Gatz didn’t say anything. After a moment Orel leaned in close to me.
“I have a strong urge to pinch your friend, just to make sure he still has a pulse.”
“Be careful,” I replied easily. “He’s getting better every day. One of these days he’ll pop a vessel in your brain from across the room.”
Orel chuckled. “Your bunch is entertaining, Cates, I’ll give you that.” He sighed, scratching behind his ear. “This is a lunatic’s laundry list. You’re not going to give me a hint?”
I shook my head. “Need-to-know basis, Mr. Orel.”
He squinted down at the list again. “You’re not going to tell me what we need,” he paused, licking a finger, “tetrodotoxin for? Not to mention what the fuck it is and where we’re going to get it.”
We ended up on a long wooden bench on the improbably named Pudding Lane that appeared to have been launched from a burned-out church during one set of riots or another. The bench was surprisingly unscathed, just sitting on the side of the street, remaining undisturbed by one of those twists of human nature that gave me little bursts of hope from time to time. The sun shone down weakly, making everyone seem faded and watery.
“It’s a neurotoxin,” Gatz said, his voice scratched and acid-pocked.
Orel raised an eyebrow and looked from Gatz to me. “Why, Cates, I swear I can’t see your lips move or your hand up his ass. All right. We’re shopping for a neurotoxin, digital video equipment, and, still, a gun for Mr. Cates. Meanwhile, the other members of Team Cates are out on their own mysterious shopping excursions, leaving that cocksucking Kieth in sole possession of the Monk. I’m beginning to think I should have asked for some collateral.”
“Too late,” I grunted. “Anyway, here’s our man.”
Jerry Materiel had been watching us from a second-floor window across the street for some time.

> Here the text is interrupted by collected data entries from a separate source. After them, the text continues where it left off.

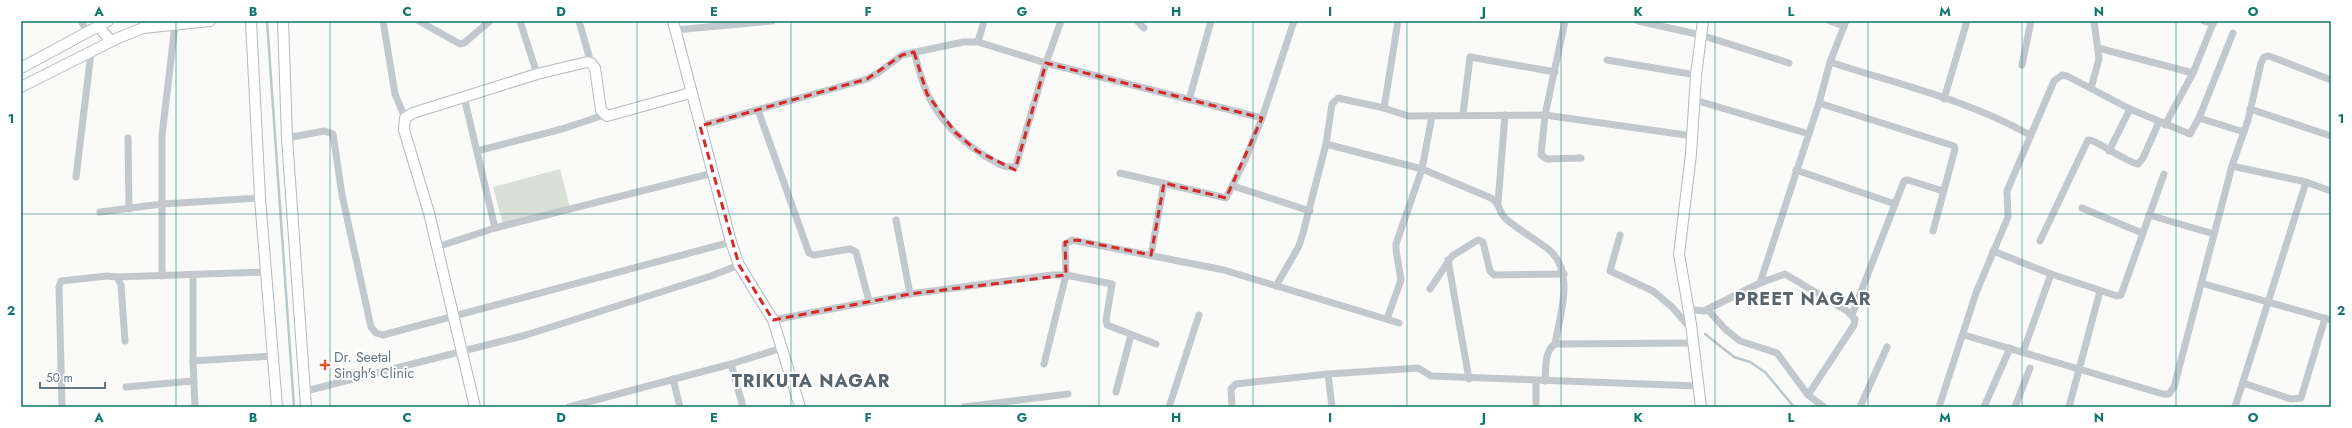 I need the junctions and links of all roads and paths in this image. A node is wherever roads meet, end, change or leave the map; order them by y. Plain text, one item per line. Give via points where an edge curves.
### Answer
1 (82, 21) edge
2 (210, 21) edge
3 (251, 21) edge
4 (283, 21) edge
5 (383, 21) edge
6 (419, 21) edge
7 (490, 21) edge
8 (520, 21) edge
9 (580, 21) edge
10 (772, 21) edge
11 (984, 21) edge
12 (1061, 21) edge
13 (1137, 21) edge
14 (1211, 21) edge
15 (1294, 21) edge
16 (1398, 21) edge
17 (1565, 21) edge
18 (1638, 21) edge
19 (1703, 21) edge
20 (1830, 21) edge
21 (1967, 21) edge
22 (2031, 21) edge
23 (2094, 21) edge
24 (2204, 21) edge
25 (103, 23) edge
26 (2213, 23) edge
27 (1845, 24) edge
28 (175, 25) junction
29 (674, 26) edge
30 (1144, 28) dead end
31 (87, 32) junction
32 (2233, 33) dead end
33 (1701, 35) junction
34 (111, 41) junction
35 (978, 42) junction
36 (2098, 48) junction
37 (914, 52) junction
38 (91, 53) junction
39 (1607, 60) dead end
40 (1830, 62) junction
41 (591, 63) junction
42 (1046, 63) junction
43 (1790, 63) dead end
44 (2022, 65) dead end
45 (21, 68) edge
46 (1555, 72) junction
47 (2192, 73) junction
48 (537, 74) junction
49 (1696, 75) junction
50 (2331, 80) edge
51 (21, 87) edge
52 (2091, 88) junction
53 (690, 93) junction
54 (464, 97) junction
55 (1944, 99) junction
56 (1189, 100) junction
57 (1694, 100) junction
58 (1819, 102) junction
59 (1384, 108) junction
60 (2130, 109) junction
61 (2250, 109) junction
62 (758, 110) junction
63 (1463, 114) junction
64 (604, 115) junction
65 (1505, 115) junction
66 (1545, 115) junction
67 (1432, 116) junction
68 (405, 118) junction
69 (1262, 118) junction
70 (2199, 118) junction
71 (2162, 123) junction
72 (700, 126) junction
73 (2244, 132) junction
74 (1808, 134) junction
75 (2030, 135) junction
76 (1693, 136) junction
77 (2331, 136) edge
78 (128, 138) dead end
79 (286, 138) junction
80 (1326, 144) junction
81 (477, 151) junction
82 (2109, 151) junction
83 (1581, 158) dead end
84 (2232, 166) junction
85 (1422, 169) junction
86 (1796, 170) junction
87 (713, 173) junction
88 (1120, 173) dead end
89 (2164, 174) dead end
90 (76, 177) dead end
91 (2306, 182) junction
92 (1164, 183) junction
93 (1233, 186) junction
94 (1943, 191) junction
95 (2331, 191) edge
96 (260, 198) junction
97 (1498, 203) junction
98 (162, 204) junction
99 (1895, 204) junction
100 (2082, 208) dead end
101 (129, 209) junction
102 (1310, 211) junction
103 (100, 212) dead end
104 (2149, 215) junction
105 (896, 220) dead end
106 (495, 228) junction
107 (1933, 231) dead end
108 (2142, 233) junction
109 (1620, 234) dead end
110 (2214, 234) junction
111 (2040, 241) dead end
112 (731, 242) junction
113 (437, 247) junction
114 (1993, 251) junction
115 (1151, 255) junction
116 (1448, 260) junction
117 (740, 265) junction
118 (266, 272) junction
119 (1564, 274) junction
120 (2051, 274) junction
121 (1066, 275) junction
122 (162, 276) junction
123 (193, 276) junction
124 (117, 277) junction
125 (1760, 283) junction
126 (2201, 283) junction
127 (1276, 286) junction
128 (1430, 289) dead end
129 (2100, 291) junction
130 (910, 294) junction
131 (869, 301) junction
132 (2269, 303) junction
133 (1708, 310) junction
134 (1200, 315) dead end
135 (1852, 315) junction
136 (452, 316) junction
137 (1387, 319) junction
138 (2328, 319) edge
139 (773, 320) junction
140 (1690, 320) junction
141 (1399, 323) dead end
142 (1964, 334) junction
143 (1131, 335) junction
144 (125, 341) dead end
145 (1693, 343) junction
146 (1156, 344) dead end
147 (1554, 344) junction
148 (782, 348) junction
149 (1887, 348) dead end
150 (2010, 348) junction
151 (462, 351) junction
152 (2023, 352) junction
153 (272, 356) junction
154 (193, 361) junction
155 (731, 364) junction
156 (1044, 364) dead end
157 (2030, 368) dead end
158 (2080, 370) junction
159 (1328, 374) junction
160 (673, 379) junction
161 (1469, 379) junction
162 (194, 381) junction
163 (1536, 381) junction
164 (1545, 381) junction
165 (2243, 383) junction
166 (1698, 386) junction
167 (126, 387) dead end
168 (306, 391) junction
169 (1116, 392) dead end
170 (1068, 394) dead end
171 (1808, 395) junction
172 (62, 407) edge
173 (195, 407) edge
174 (277, 407) edge
175 (306, 407) edge
176 (475, 407) edge
177 (569, 407) edge
178 (680, 407) edge
179 (743, 407) edge
180 (800, 407) edge
181 (964, 407) edge
182 (1169, 407) edge
183 (1232, 407) edge
184 (1332, 407) edge
185 (1536, 407) edge
186 (1701, 407) edge
187 (1824, 407) edge
188 (1860, 407) edge
189 (1939, 407) edge
190 (1984, 407) edge
191 (2015, 407) edge
192 (2068, 407) edge
193 (2235, 407) edge

1 - 31 street
2 - 28 street
3 - 96 street
4 - 79 street
5 - 68 street via 395,94
6 - 7 street via 460,44
8 - 48 street
9 - 41 street
10 - 29 street
11 - 35 street
12 - 42 street
13 - 30 street
14 - 56 street
15 - 69 street
16 - 59 street
17 - 46 street
18 - 33 street
19 - 33 street
20 - 27 street
21 - 55 street
22 - 44 street
23 - 36 street
24 - 26 street
25 - 31 street
25 - 34 street
26 - 47 street
27 - 40 street
28 - 34 street via 143,28
28 - 98 street via 163,115
29 - 53 street
31 - 45 street
32 - 70 street
33 - 43 street
33 - 49 street
34 - 38 street
35 - 37 street via 963,42
35 - 42 street
36 - 47 street
36 - 52 street via 2097,68
37 - 42 street via 927,94 943,118 967,144 1009,168 1016,164
37 - 62 street via 902,55 867,79
38 - 51 street
38 - 90 street
39 - 49 street
40 - 55 street
40 - 58 street
41 - 48 street
41 - 64 street via 595,68 601,110
42 - 56 street
46 - 63 street via 1470,57
46 - 66 street
47 - 71 street
48 - 54 street
49 - 57 street
50 - 61 street via 2274,58 2264,57
52 - 60 street
52 - 75 street via 2067,76 2058,76
53 - 64 street via 609,116
53 - 72 street
54 - 68 street via 412,113
54 - 81 street
55 - 75 street via 1987,112
56 - 69 street
57 - 74 street
57 - 76 street
58 - 74 street
58 - 94 street via 1952,145 1955,149
59 - 67 street via 1408,116
59 - 80 street via 1343,99 1334,100
60 - 71 street
60 - 82 street
61 - 73 street
61 - 77 street
62 - 72 street
62 - 131 street via 809,253 814,255 850,249 856,252
63 - 65 street
63 - 67 street
64 - 81 street
65 - 66 street
65 - 97 street
66 - 76 street
66 - 83 street via 1540,150 1543,158
67 - 85 street
68 - 113 street via 404,130
69 - 93 street
70 - 71 street via 2190,134
70 - 73 street
71 - 82 street via 2141,162 2134,163
72 - 87 street
73 - 84 street
74 - 86 street
75 - 114 street via 2008,191 2008,217
76 - 140 street via 1679,248
78 - 101 street
79 - 136 street via 324,131 333,134 342,196 373,331 383,335
79 - 168 street
80 - 85 street
80 - 102 street
81 - 106 street
82 - 111 street via 2093,140 2088,140
84 - 91 street
84 - 110 street
85 - 97 street
85 - 137 street via 1396,244 1401,280
86 - 99 street
86 - 125 street
87 - 106 street
87 - 112 street
88 - 92 street
89 - 104 street
91 - 95 street
91 - 132 street
92 - 93 street via 1222,198 1226,198
92 - 115 street
93 - 102 street
94 - 99 street via 1908,180 1904,182
94 - 107 street
96 - 98 street
96 - 118 street
97 - 119 street via 1506,219 1556,256
98 - 101 street
98 - 122 street
99 - 135 street
100 - 108 street
101 - 103 street
102 - 127 street via 1299,246
104 - 108 street
104 - 110 street
105 - 130 street
106 - 113 street
108 - 129 street via 2121,295
109 - 140 street via 1610,271 1654,291
110 - 126 street
112 - 117 street
112 - 136 street
113 - 136 street
114 - 120 street
114 - 142 street
115 - 121 street via 1077,240 1068,241 1064,252
115 - 127 street via 1224,270
116 - 119 street via 1456,252 1478,240 1483,242 1490,271 1494,275
116 - 128 street
116 - 161 street
117 - 139 street
117 - 151 street via 526,335
118 - 123 street
118 - 153 street
119 - 147 street
120 - 129 street
120 - 152 street
121 - 130 street
121 - 143 street via 1112,284 1106,322 1110,328
121 - 156 street
122 - 123 street
122 - 124 street
123 - 154 street
124 - 144 street via 121,285
124 - 172 street via 65,279 59,284
125 - 133 street
125 - 135 street via 1779,276 1790,276
126 - 132 street
126 - 158 street via 2174,387 2169,394
127 - 137 street
129 - 158 street
130 - 131 street
131 - 139 street
132 - 138 street
132 - 165 street
133 - 140 street via 1698,312
133 - 171 street via 1740,341 1777,353
134 - 182 street
135 - 171 street via 1855,319 1854,325
136 - 151 street
137 - 141 street
138 - 165 street via 2301,398 2291,399
139 - 148 street
140 - 145 street
142 - 150 street
142 - 189 street
143 - 146 street
143 - 169 street
145 - 147 street
145 - 166 street
147 - 164 street via 1548,352
148 - 155 street
148 - 180 street
149 - 188 street
150 - 152 street
150 - 190 street
151 - 168 street
151 - 176 street
152 - 158 street
153 - 154 street
153 - 174 street
154 - 162 street
155 - 160 street
155 - 179 street
157 - 191 street
158 - 192 street
159 - 161 street via 1418,368 1431,376
159 - 183 street via 1236,384 1231,389
159 - 184 street
160 - 177 street
160 - 178 street
161 - 163 street
162 - 167 street
162 - 173 street
163 - 164 street
163 - 185 street
164 - 166 street
165 - 193 street
166 - 186 street
168 - 175 street
170 - 181 street
171 - 187 street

I’d let him have his recon; hell, I’d be nervous, too. Man disappears in the middle of a transaction, turns out to be the most famous crook in the System at the moment, then contacts you out of the blue to make another large transaction, then shows up with a strange face. I’d sit tight a while, too, see if anything shook free. I noted Materiel’s boys from the Dole Line stationed here and there on the street, trying to look casual and uninterested. Crowds of people wandered by, aimless and cranky, and if I hadn’t seen Materiel’s boys before they might’ve blended in.
That was okay, too. I liked a man who took precautions, and anyone who could afford retainers was obviously doing well.
Jerry didn’t emerge from the building he’d been watching from; I smiled in approval as he walked out of the one next door, smiling, looking for all the world like a man without enemies walking free and easy in the weak sun, ready to do business.
“Mr. Cates,” he said, proffering a nondescript paper bag. “You absented yersef before I coul’ deliver the deliverables, including a set o’ blues I think you’ll find intrestin’.”
I took the bag cautiously and found, to my surprise, my lost gun order gleaming in its depths, along with a tattered set of schematics-paper, pre-Unification, looking ancient and delicate. Kieth could digitize them in no time. While I made a show of inspecting its contents, Jerry inspected Canny, trying to decide if we were still safe to deal with. Canny beamed back at him, pleased to be a disconcerting mystery.